The Qur’an, the Holy book of the Islamic faith, is attributed directly to the Prophet Muhammad, who is said to have received its verses in a series of divine visions either directly from God, angels or both. Muhammad in turn dictated the verses to his companions, who recorded them over a period spanning the last two decades of his life. Based on what is known of the Prophet, the original writings of the Qur’an were probably completed some time around the year 630 AD. While the original documents have long been lost to antiquity, new copies were prepared as fast the early Muslim scribes could complete them.
However, within a few years of Muhammad’s death, there were already several versions of the Qur’an in circulation. Not surprisingly, this immediately led to strife among the Muslim population, the same way that multiple versions of the Christian Bible had wreaked havoc among early Christianity five centuries earlier. The problem was not addressed until the reign of Uthman, the 3rd Caliph, who ordered the execution of a single, unified and reliable text. At its completion sometime in the 650s, Uthman declared it to be the sole authoritative edition of the Qur’an, had copies distributed through the Muslim world, and ordered all earlier versions destroyed.
During his lifetime, Uthman conquered huge territories for Islam and set the stage for the rise of the Umayyad dynasty. He also made many enemies, especially among the Shi’ites, and in 656 AD he was assassinated. It is said that his personal copy of the Qur’an, the first ever written in its final complete form, was stained by Uthman’s blood at the time of his death. According to tradition, his successor Ali had the Qur’an moved to Kufa in Iraq. It remained there until the late 14th century, when the armies of Timur, the last of the great Mongol khans, swept through the Middle East.

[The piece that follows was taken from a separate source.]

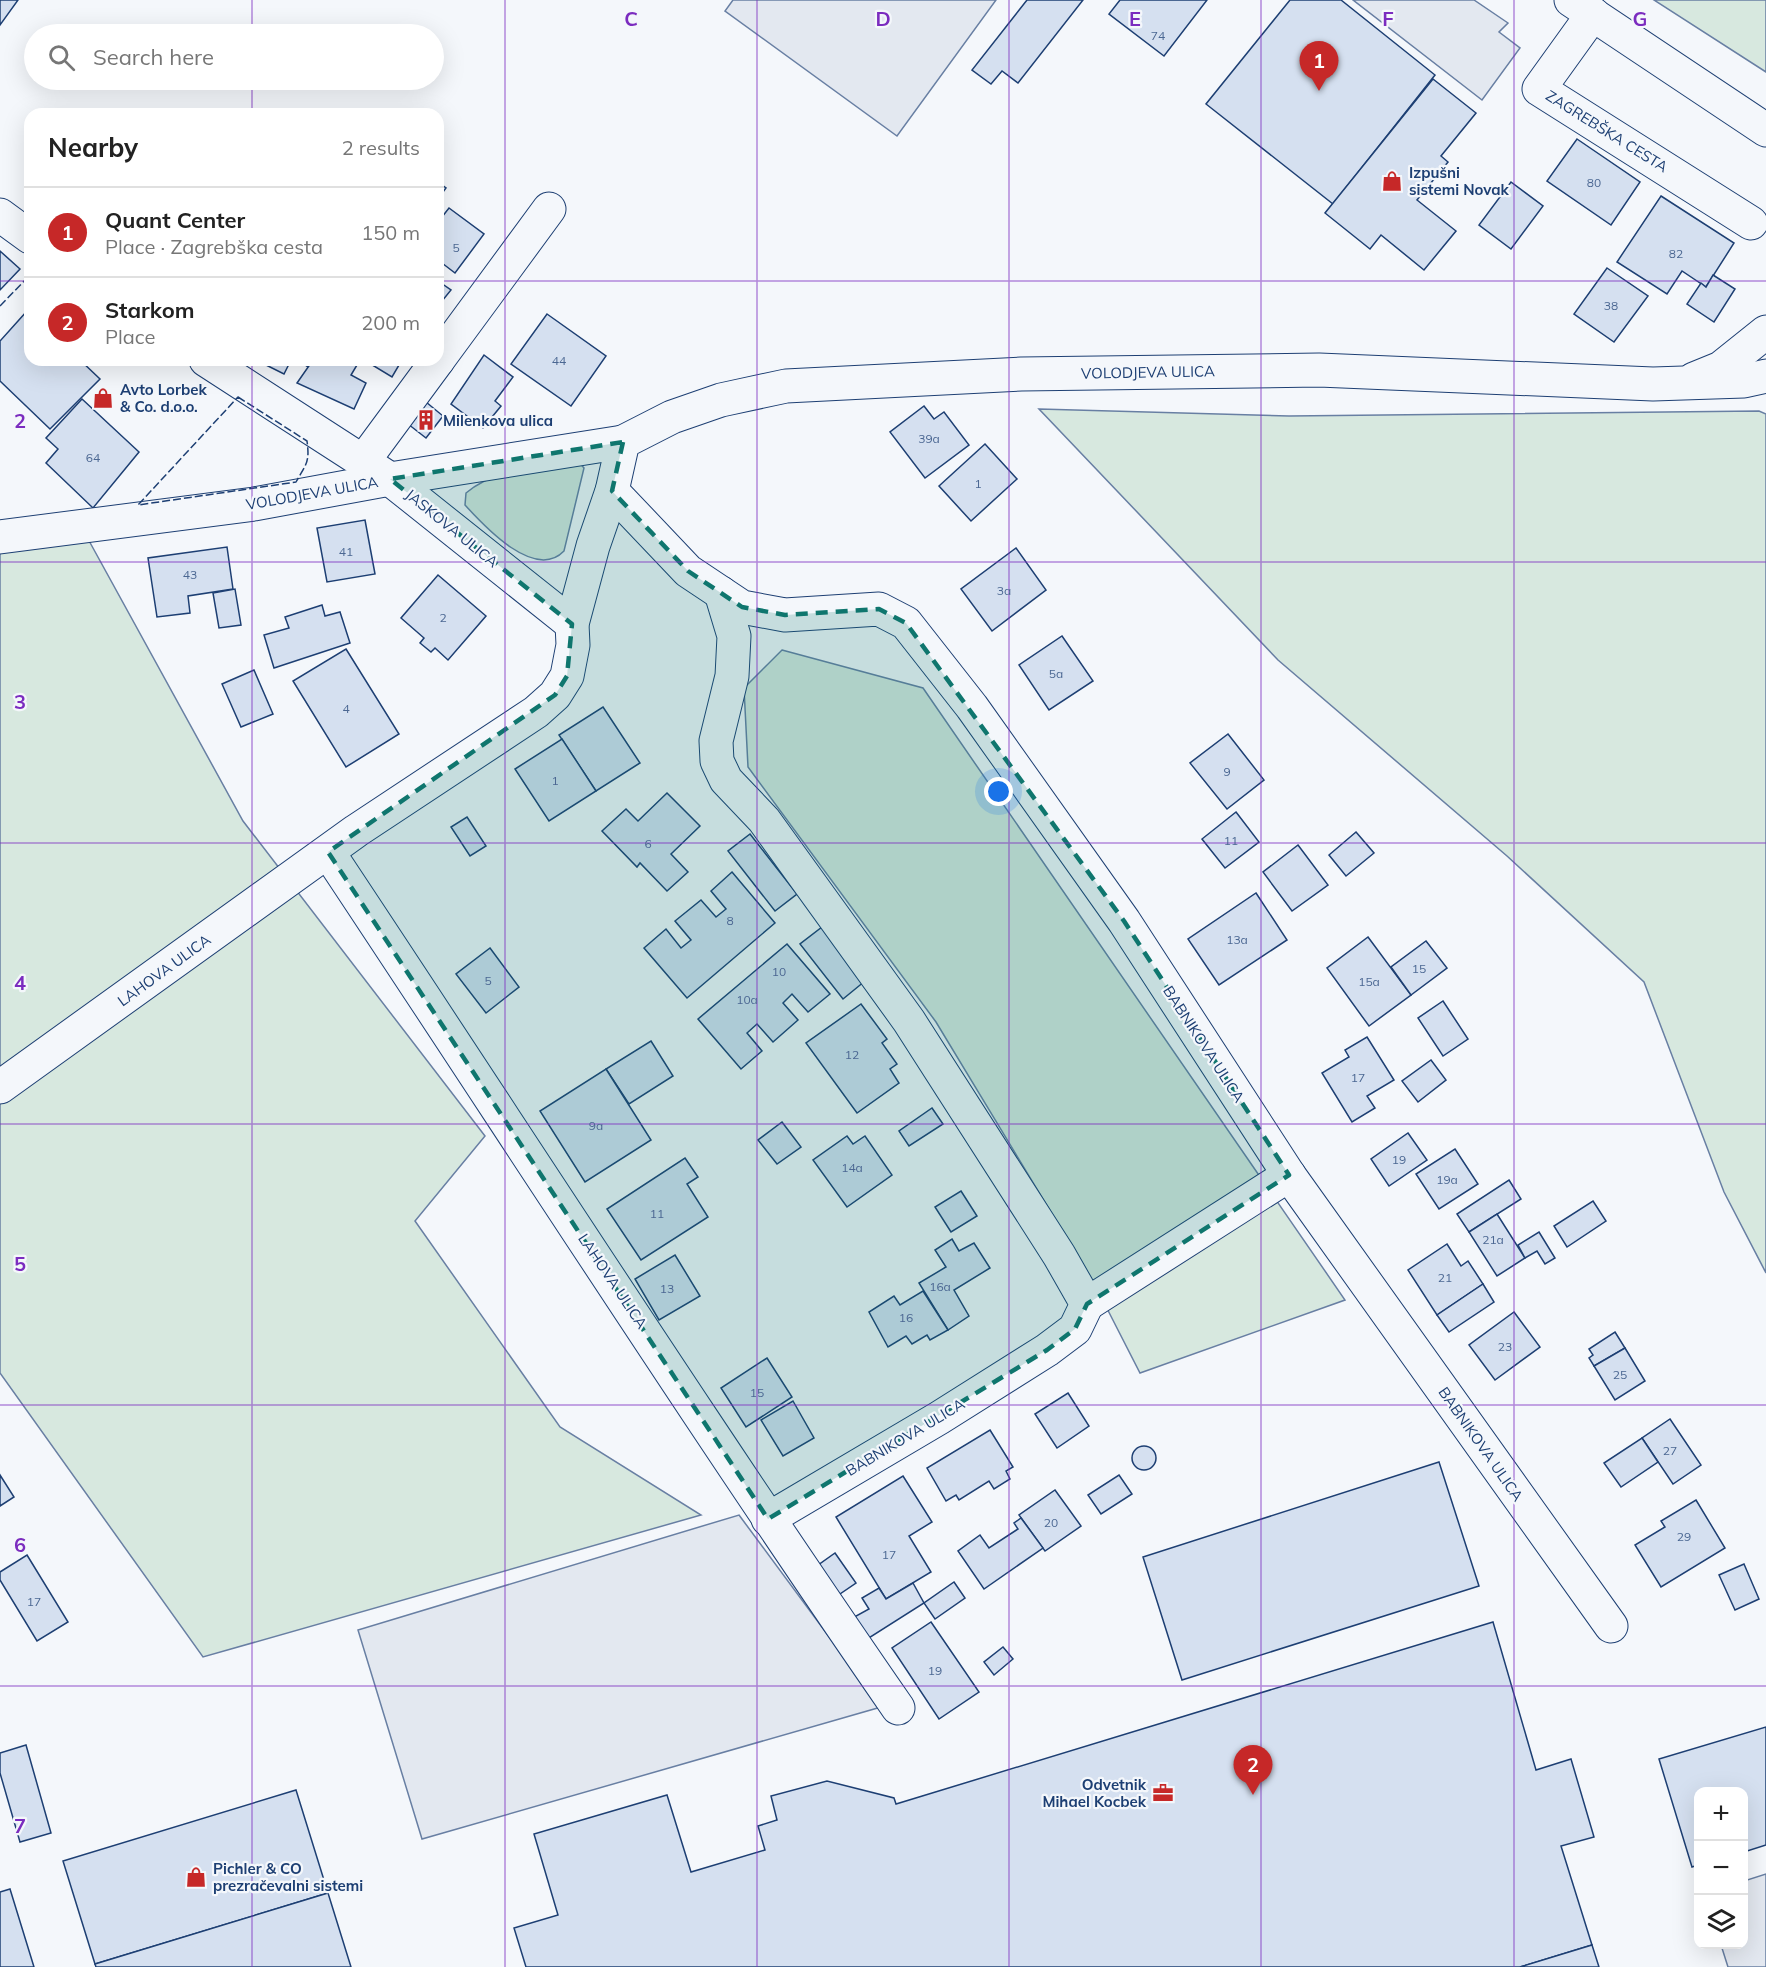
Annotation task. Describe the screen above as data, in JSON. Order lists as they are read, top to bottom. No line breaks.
{"streets":{"street":["ZAGREBŠKA CESTA","VOLODJEVA ULICA","JASKOVA ULICA","LAHOVA ULICA","BABNIKOVA ULICA"]},"crossings":[["VOLODJEVA ULICA","JASKOVA ULICA"],["JASKOVA ULICA","LAHOVA ULICA"],["LAHOVA ULICA","BABNIKOVA ULICA"]],"places":{"shop":["Izpušni sistemi Novak","Avto Lorbek & Co. d.o.o.","Pichler & CO prezračevalni sistemi"],"building":["Milenkova ulica"],"office":["Odvetnik Mihael Kocbek"]},"house_numbers":["74","80","5","82","38","44","39a","64","1","41","43","3a","2","5a","4","9","1","11","6","8","13a","15","10","5","15a","10a","12","17","9a","19","14a","19a","11","21a","21","16a","13","16","23","25","15","27","20","29","17","17","19"],"page":{"search":"Search here","pins":["1","2"],"heading":["Nearby","2 results"],"list":[{"mark":"1","name":"Quant Center","note":"Place · Zagrebška cesta","value":"150 m"},{"mark":"2","name":"Starkom","note":"Place","value":"200 m"}],"map_buttons":["+","−"]},"grid":{"columns":["C","D","E","F","G"],"rows":["2","3","4","5","6","7"]}}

Upon the sacking of Kufa, the Qur’an was seized as a great religious prize and brought back to Timur’s capital at Samarkand.
Uthman’s Qur’an remained in Samarkand for nearly five hundred years as a treasure of the Timurid and Mughal empires. In 1868 Samarkhand fell to the armies of Imperial Russia and the Qur’an was brought to Moscow. It remained there for half a century, but was eventually returned to the Muslims of Central Asia following the Revolution. Throughout most of the 20th century, Uthman’s Qur’an was passed among several of the Islamic Soviet states. In 1989 it was finally returned to Uzbekistan, and placed there in the Masjid Kast Imam for safekeeping. Because of its relatively recent arrival in Tashkent, word of the Uthman Qur’an is still spreading throughout the area. However, interest in the venerable book is growing, and each year the Masjid Kast Imamattracts increasing numbers of pilgrims, academics and the curious to see the precious artifact.

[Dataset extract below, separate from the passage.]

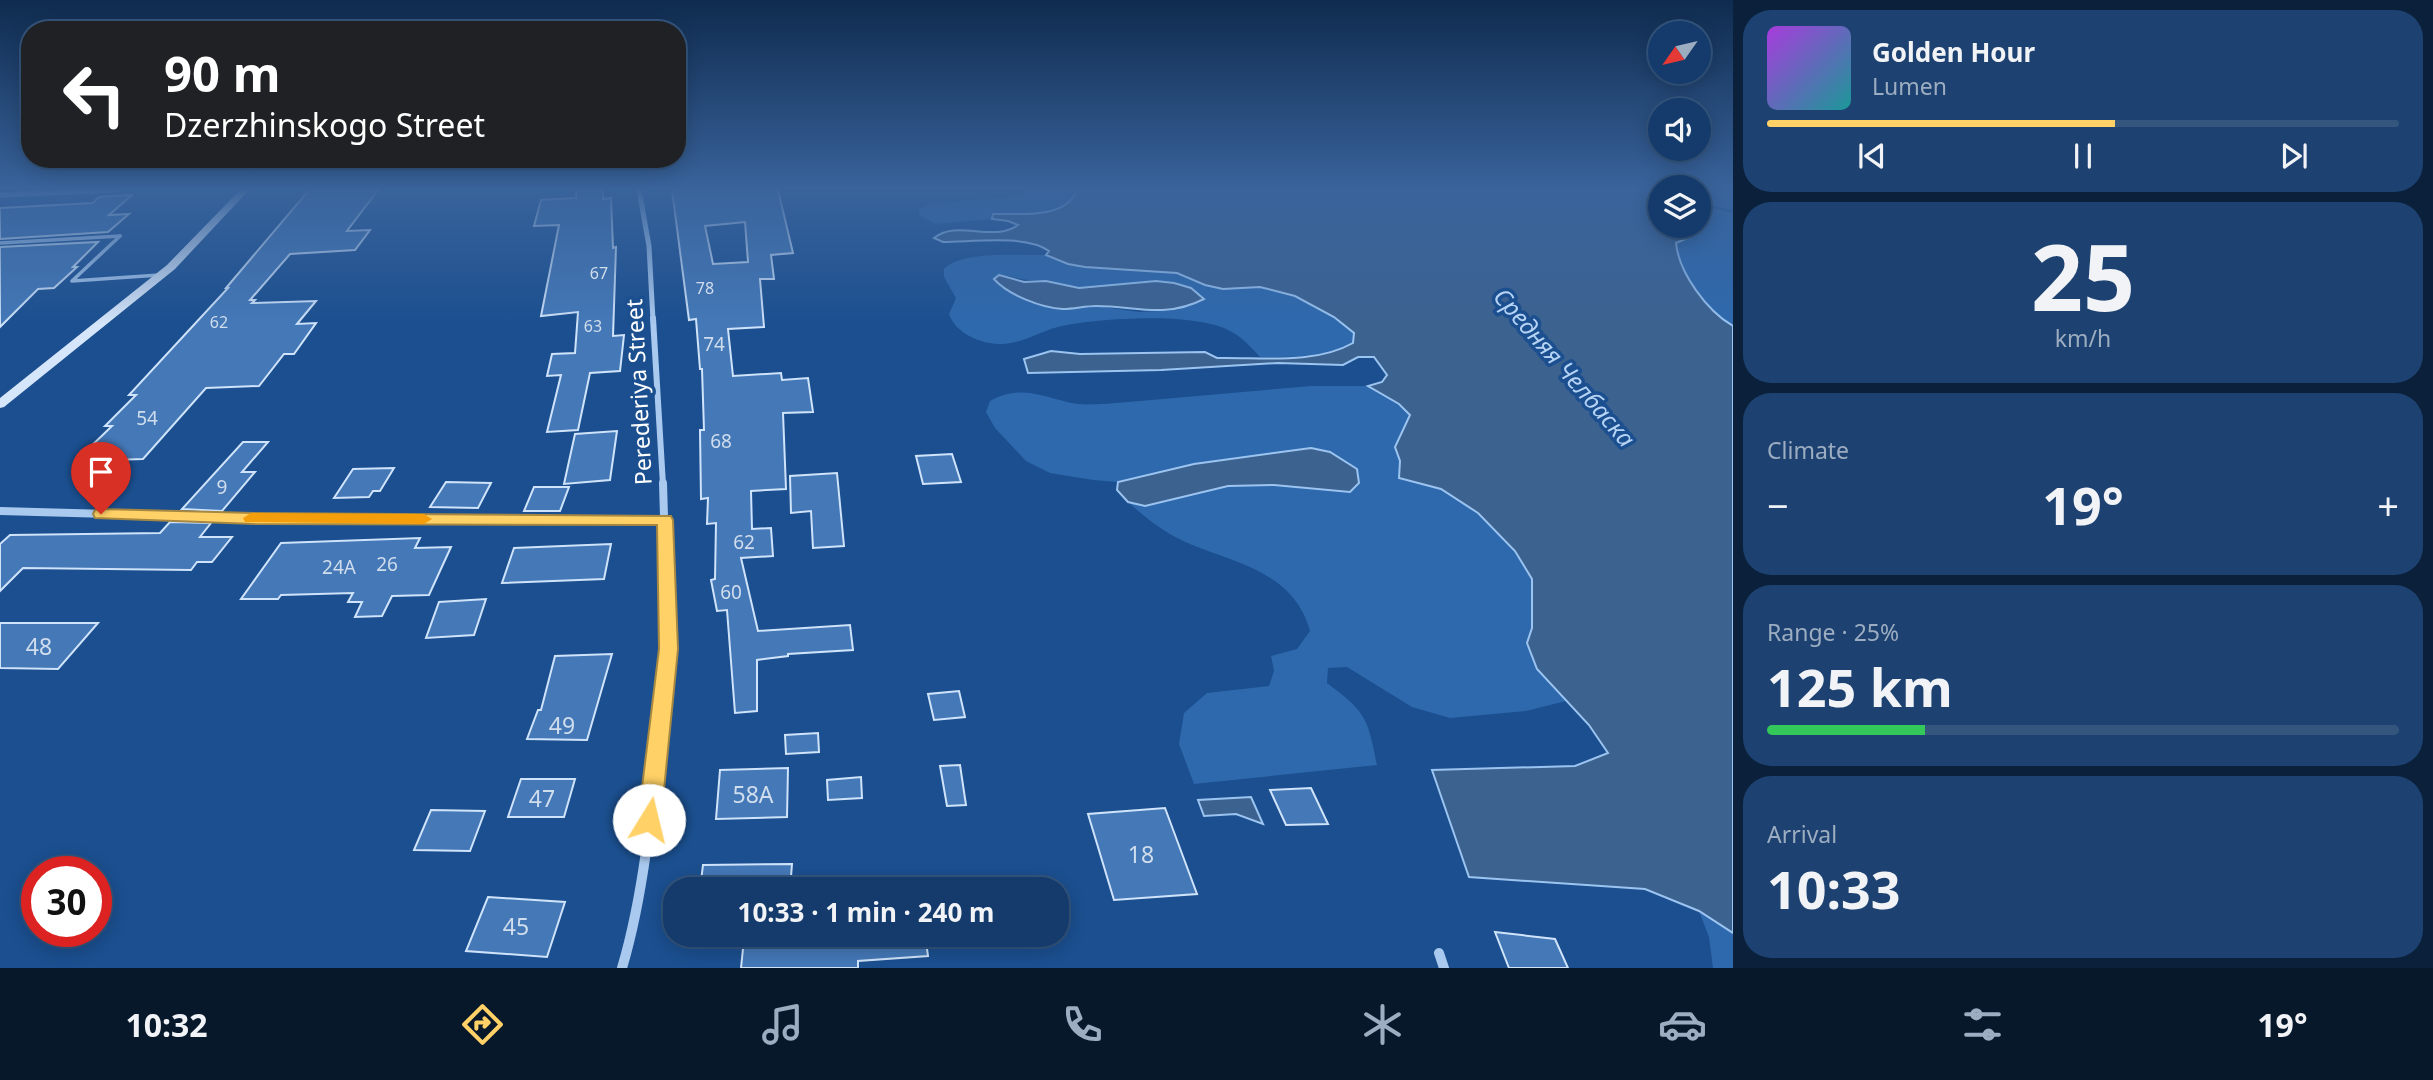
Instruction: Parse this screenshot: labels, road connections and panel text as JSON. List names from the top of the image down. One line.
{"streets":{"street":["Perederiya Street"]},"water":["Средняя Челбаска"],"house_numbers":["67","78","62","63","74","54","68","9","62","26","24А","60","48","49","58А","47","18","45"],"north":"bottom left","page":{"turn":["90 m","Dzerzhinskogo Street"],"song":["Golden Hour","Lumen"],"tile":[["25","km/h"],"Climate",["Range · 25%","125 km"],["Arrival","10:33"]],"heat":["−","19°","+"],"limit":"30","trip":"10:33 · 1 min · 240 m","tabs":["10:32","19°"]}}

The Masjid Khast Imam is one of two major 16th century mosques in Tashkent. It is actually a large religious complex which includes a number of important buildings. The main entrance is through an enormous arched gateway covered in beautiful tile mosaics. Strangely, the gate dwarfs the rest of the structure and appears almost more like a triumphal arch than an entry to a mosque. Within the complex is the Mausoleum of Abubekr Mukhmmad Kaffal-Shashi, an important local scholar; a madrassah; and the Teleshayakh Mosque, where the Uthman Qur’an is kept.
The Uthman Qur’an is now well over thirteen centuries old, and is very much showing its age. Rough handling from its numerous owners has left less than half of it intact. Apparently the age of the Uthman Qur’an has been verified scientifically, so even if it did not belong to him, it almost certainly dates to his lifetime. The fabled spot of blood is now little more than an extremely faded brown smudge. What is left of the sacred book is now closely guarded and cared for.

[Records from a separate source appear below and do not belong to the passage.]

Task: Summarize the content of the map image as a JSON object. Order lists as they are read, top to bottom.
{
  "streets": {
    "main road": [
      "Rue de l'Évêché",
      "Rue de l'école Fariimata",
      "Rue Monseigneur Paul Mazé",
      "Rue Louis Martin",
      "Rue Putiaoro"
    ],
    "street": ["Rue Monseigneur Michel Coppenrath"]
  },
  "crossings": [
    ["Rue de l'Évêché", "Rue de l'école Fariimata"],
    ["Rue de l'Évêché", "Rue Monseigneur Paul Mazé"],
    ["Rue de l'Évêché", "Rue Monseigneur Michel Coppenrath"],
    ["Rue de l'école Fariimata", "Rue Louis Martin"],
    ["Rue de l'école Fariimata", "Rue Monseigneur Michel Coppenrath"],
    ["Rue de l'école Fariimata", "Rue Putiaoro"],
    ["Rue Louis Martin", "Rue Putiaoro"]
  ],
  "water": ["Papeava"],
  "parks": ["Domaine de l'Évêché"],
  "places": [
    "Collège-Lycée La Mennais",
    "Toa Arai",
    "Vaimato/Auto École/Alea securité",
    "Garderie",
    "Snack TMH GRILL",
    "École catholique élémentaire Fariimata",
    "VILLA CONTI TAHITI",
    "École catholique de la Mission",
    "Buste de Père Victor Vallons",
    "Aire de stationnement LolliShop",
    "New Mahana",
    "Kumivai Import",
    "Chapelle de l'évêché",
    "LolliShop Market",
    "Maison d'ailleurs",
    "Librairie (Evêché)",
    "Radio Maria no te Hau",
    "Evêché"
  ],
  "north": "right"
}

The Masjid Khast Imam is located close to the old city center of Tashkent, the capital of Uzbekistan and the largest city in Central Asia. As of this writing, no visitor information was available for this site. Web: http://welcomeuzbekistan.uz/en (official tourism website of Uzbekistan)
Tashkent is home to many beautiful and venerable mosques and madrassas. The largest, the Kukeldash Madrassa, is currently undergoing renovation. Also in Tashkent is the Mausoleum of Yanus, one of the last of the Timurid Khans.